Work item —
In the listing, find every line that has the string "numbers" and copy it.
Top of Stored data
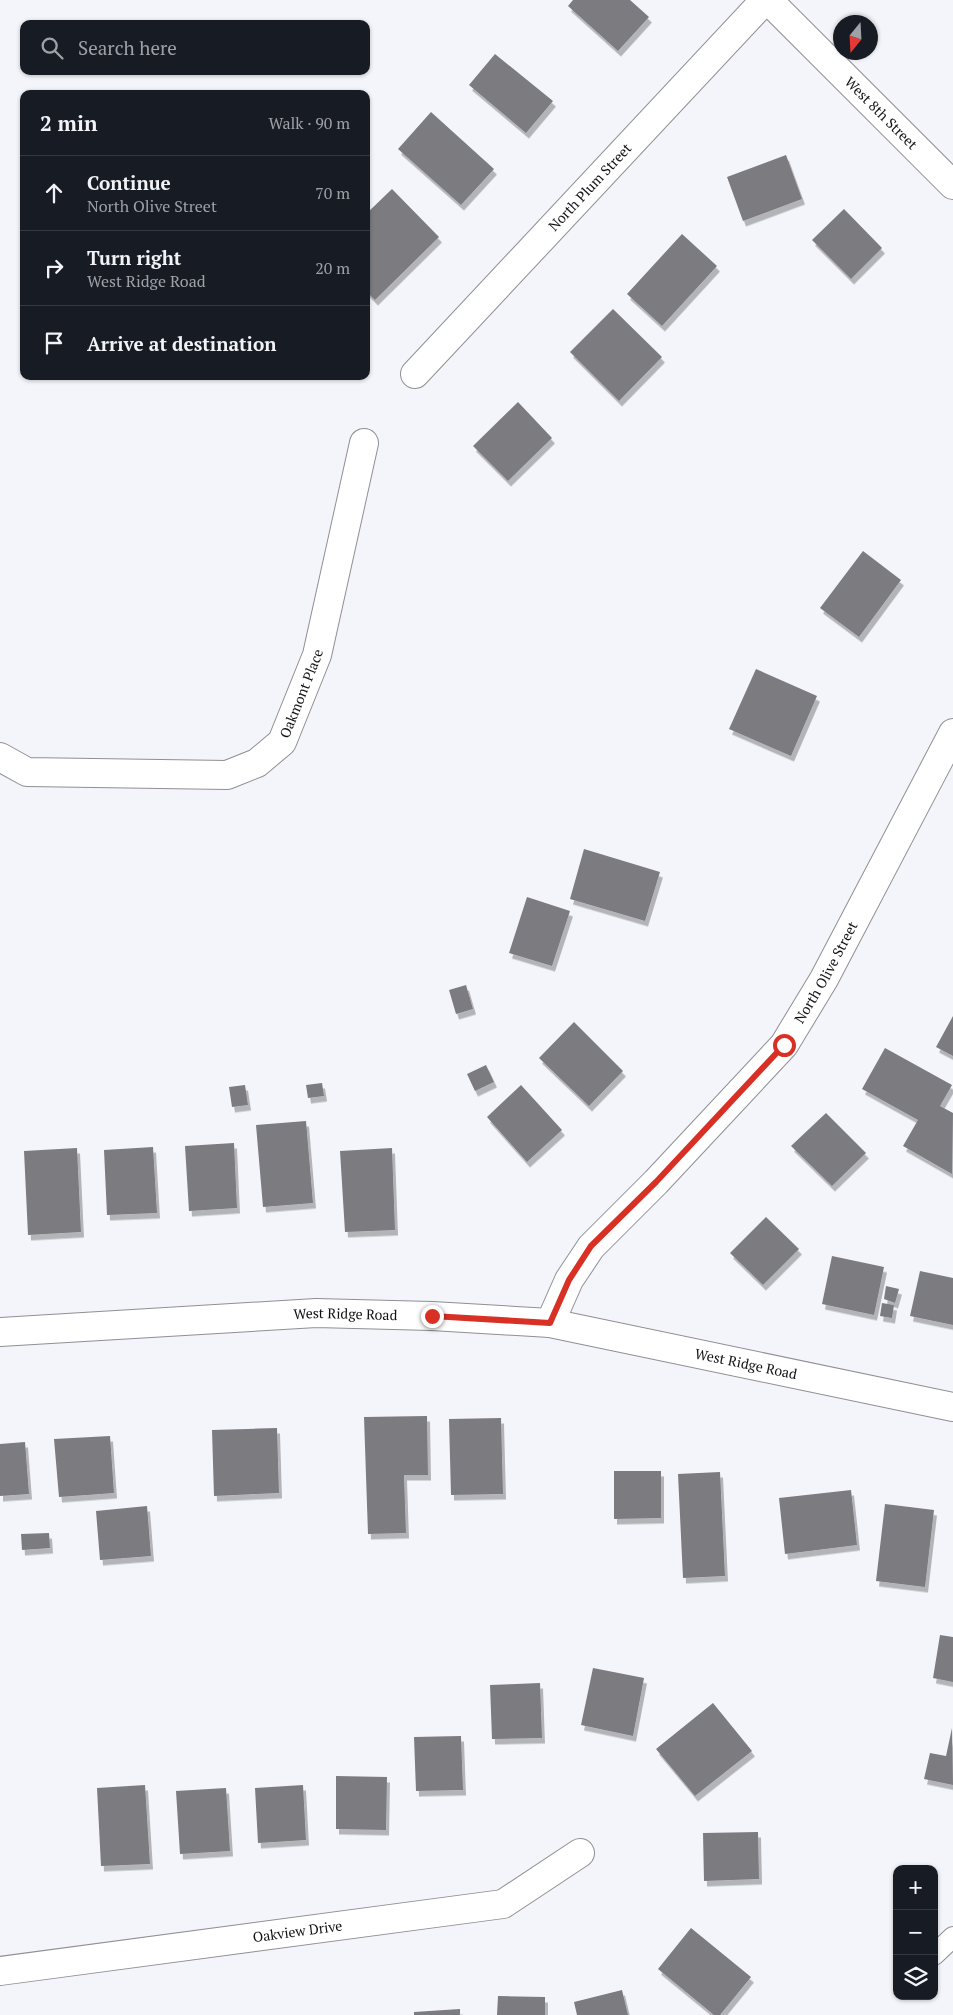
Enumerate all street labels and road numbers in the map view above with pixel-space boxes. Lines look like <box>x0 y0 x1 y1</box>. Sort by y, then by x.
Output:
street label: West 8th Street <box>841 72 923 154</box>
street label: North Plum Street <box>544 138 636 235</box>
street label: Oakmont Place <box>275 647 327 741</box>
street label: North Olive Street <box>789 917 862 1027</box>
street label: West Ridge Road <box>293 1303 398 1324</box>
street label: West Ridge Road <box>693 1343 799 1383</box>
street label: Oakview Drive <box>251 1916 343 1946</box>

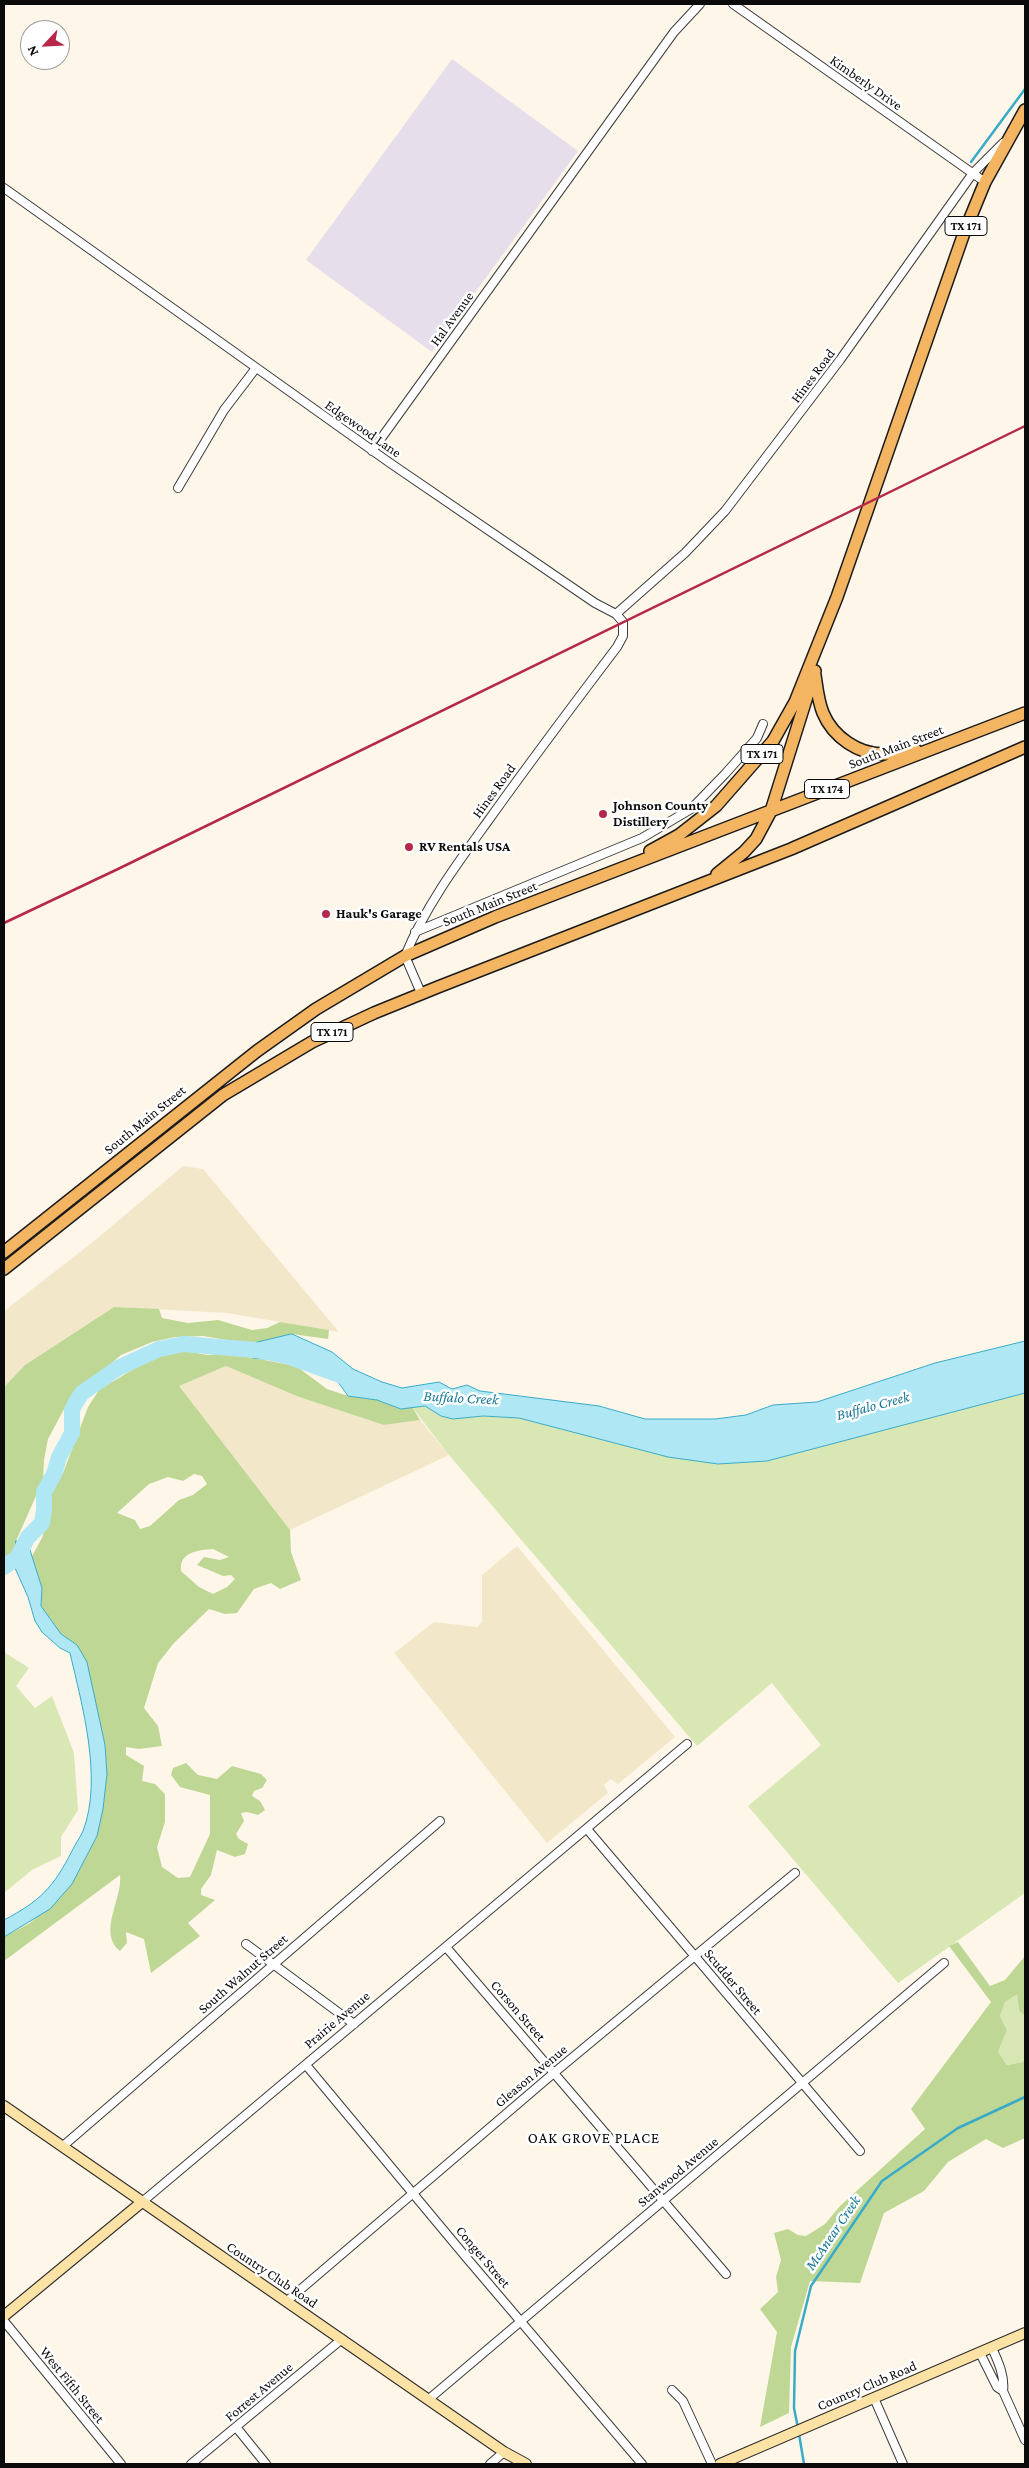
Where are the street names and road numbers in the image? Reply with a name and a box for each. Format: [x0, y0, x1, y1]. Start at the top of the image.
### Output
Bottom of Stored data
Written solution —
Enumerate all street labels and road numbers in the map view above with pixel-space boxes. Lines look like <box>x0 y0 x1 y1</box>. Sort by y, then by x.
Where are the street names and road numbers in the image? Reply with a name and a box for each. Format: [x0, y0, x1, y1]. Start at the top of the image.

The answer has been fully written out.